BEGIN
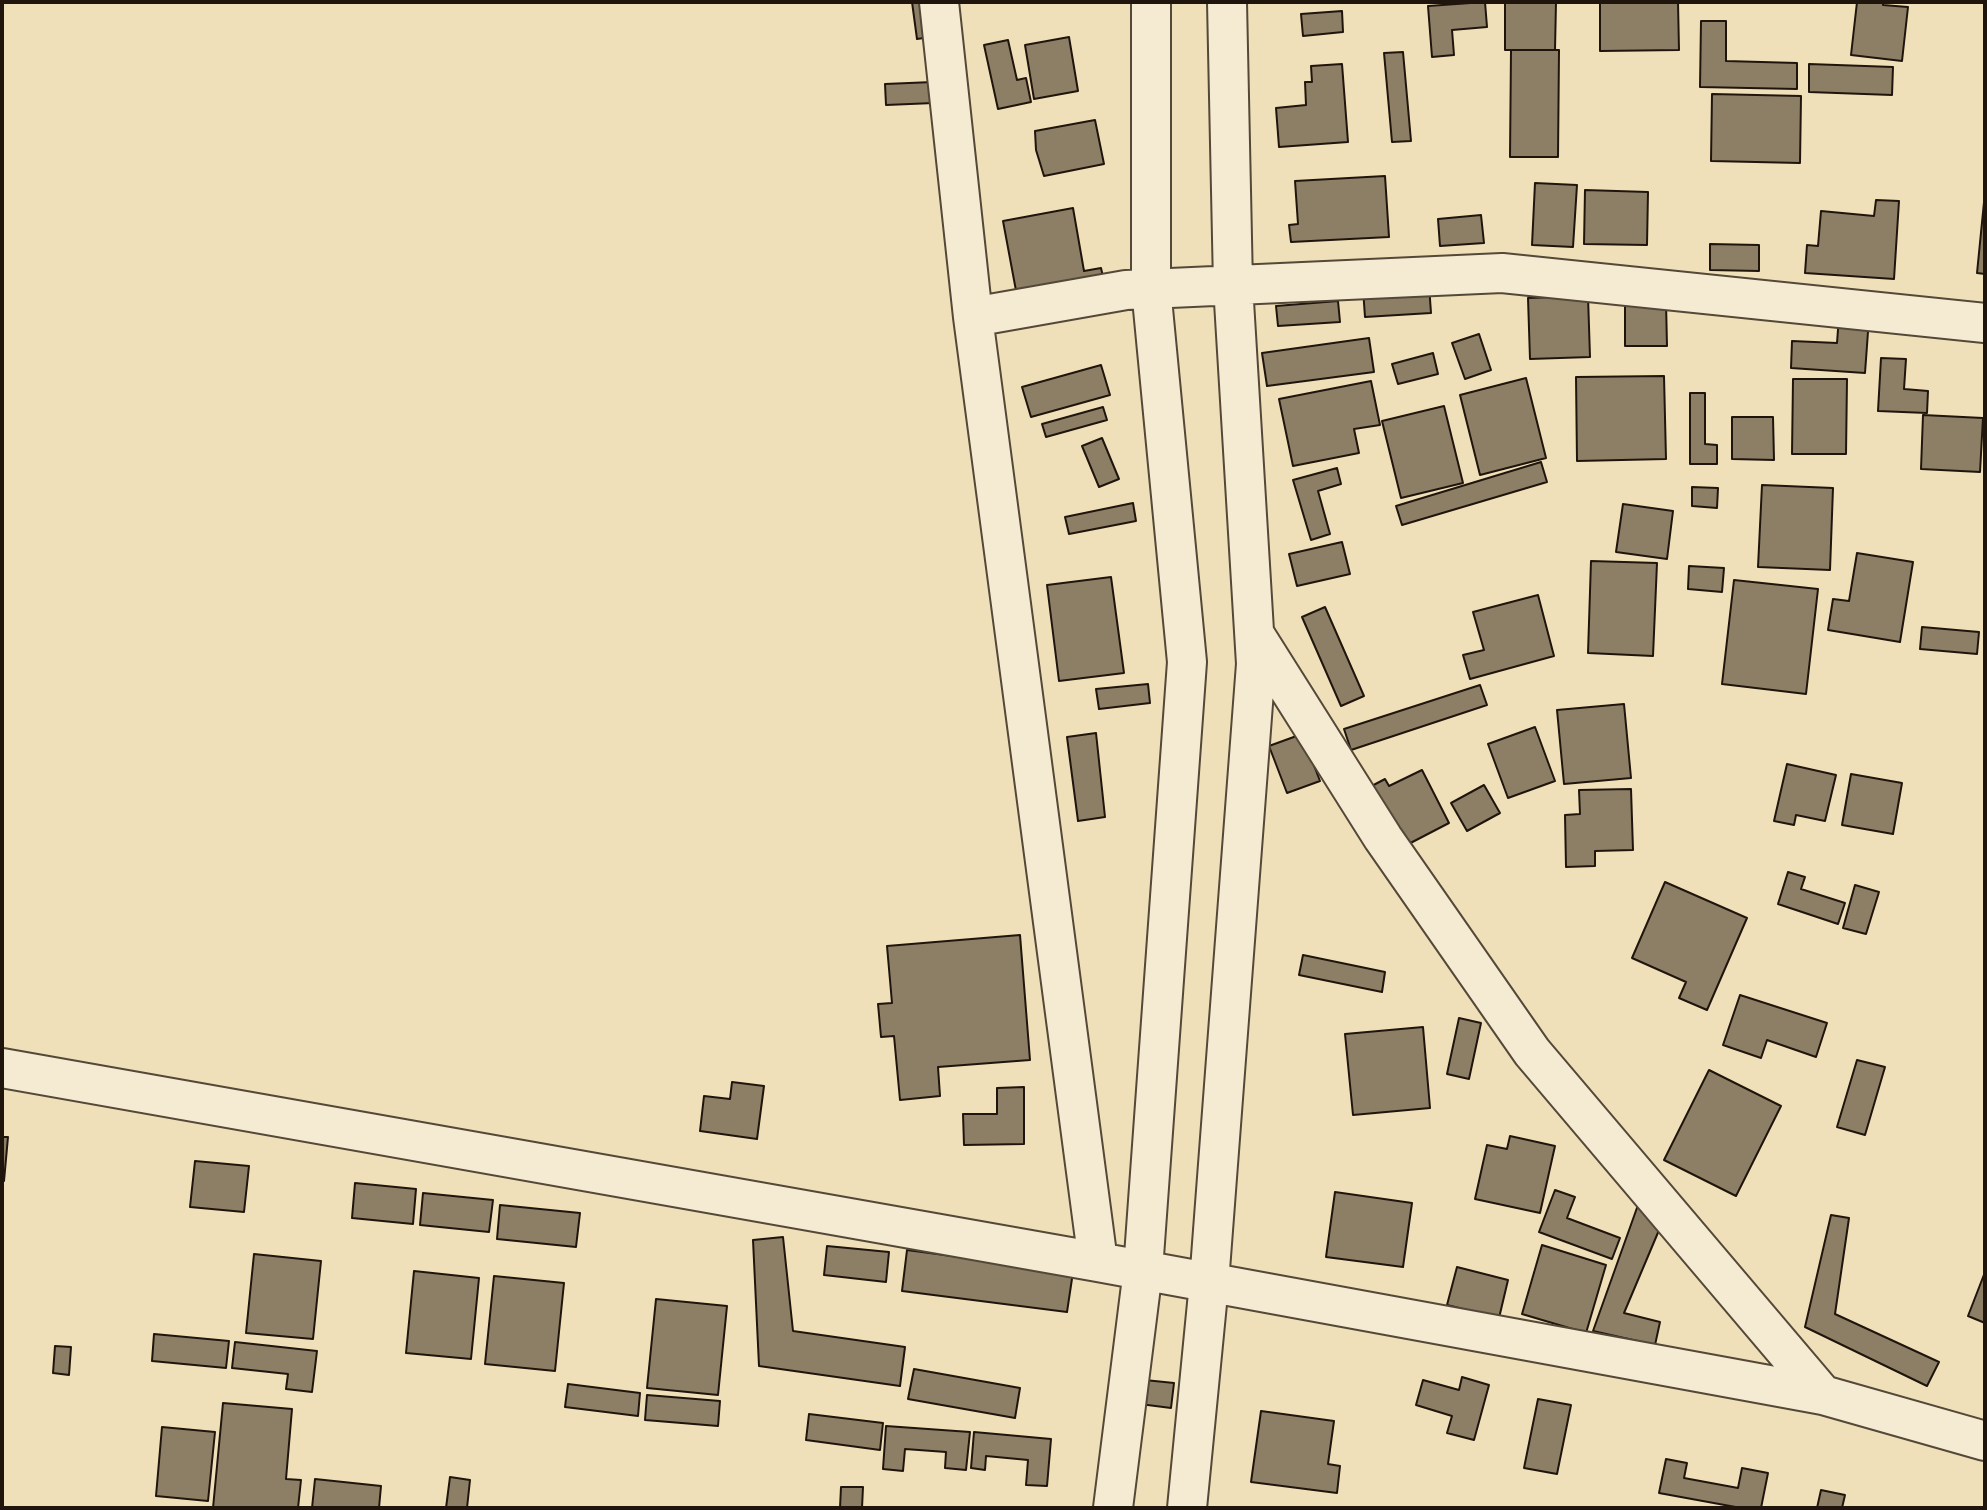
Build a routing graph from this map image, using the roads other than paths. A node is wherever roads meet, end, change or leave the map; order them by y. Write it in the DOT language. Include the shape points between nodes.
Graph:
graph roads {
  1 [pos="939,2"];
  2 [pos="1151,2"];
  3 [pos="1227,2"];
  4 [pos="1233,285"];
  5 [pos="1151,288"];
  6 [pos="973,317"];
  7 [pos="1985,323"];
  8 [pos="1253,633"];
  9 [pos="2,1068"];
  10 [pos="1098,1262"];
  11 [pos="1143,1270"];
  12 [pos="1209,1283"];
  13 [pos="1823,1395"];
  14 [pos="1985,1441"];
  15 [pos="1114,1508"];
  16 [pos="1188,1508"];
  1 -- 6 [label="street"];
  2 -- 5 [label="street"];
  3 -- 4 [label="street"];
  4 -- 5 [label="street"];
  4 -- 7 [label="street" via="1502,273"];
  4 -- 8 [label="street"];
  5 -- 6 [label="street"];
  5 -- 11 [label="street" via="1187,662"];
  6 -- 10 [label="street"];
  8 -- 12 [label="street" via="1255,664"];
  8 -- 13 [label="street" via="1383,838 1532,1052"];
  9 -- 10 [label="street"];
  10 -- 11 [label="street"];
  11 -- 12 [label="street"];
  11 -- 15 [label="street"];
  12 -- 13 [label="street"];
  12 -- 16 [label="street"];
  13 -- 14 [label="street"];
}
END
(Exercise requirements) Print the material word for word; images are to be left out.

(Response)
Build a routing graph from this map image, using the roads other than paths. A node is wherever roads meet, end, change or leave the map; order them by y. Write it in the DOT language. Include the shape points between nodes.
Graph:
graph roads {
  1 [pos="939,2"];
  2 [pos="1151,2"];
  3 [pos="1227,2"];
  4 [pos="1233,285"];
  5 [pos="1151,288"];
  6 [pos="973,317"];
  7 [pos="1985,323"];
  8 [pos="1253,633"];
  9 [pos="2,1068"];
  10 [pos="1098,1262"];
  11 [pos="1143,1270"];
  12 [pos="1209,1283"];
  13 [pos="1823,1395"];
  14 [pos="1985,1441"];
  15 [pos="1114,1508"];
  16 [pos="1188,1508"];
  1 -- 6 [label="street"];
  2 -- 5 [label="street"];
  3 -- 4 [label="street"];
  4 -- 5 [label="street"];
  4 -- 7 [label="street" via="1502,273"];
  4 -- 8 [label="street"];
  5 -- 6 [label="street"];
  5 -- 11 [label="street" via="1187,662"];
  6 -- 10 [label="street"];
  8 -- 12 [label="street" via="1255,664"];
  8 -- 13 [label="street" via="1383,838 1532,1052"];
  9 -- 10 [label="street"];
  10 -- 11 [label="street"];
  11 -- 12 [label="street"];
  11 -- 15 [label="street"];
  12 -- 13 [label="street"];
  12 -- 16 [label="street"];
  13 -- 14 [label="street"];
}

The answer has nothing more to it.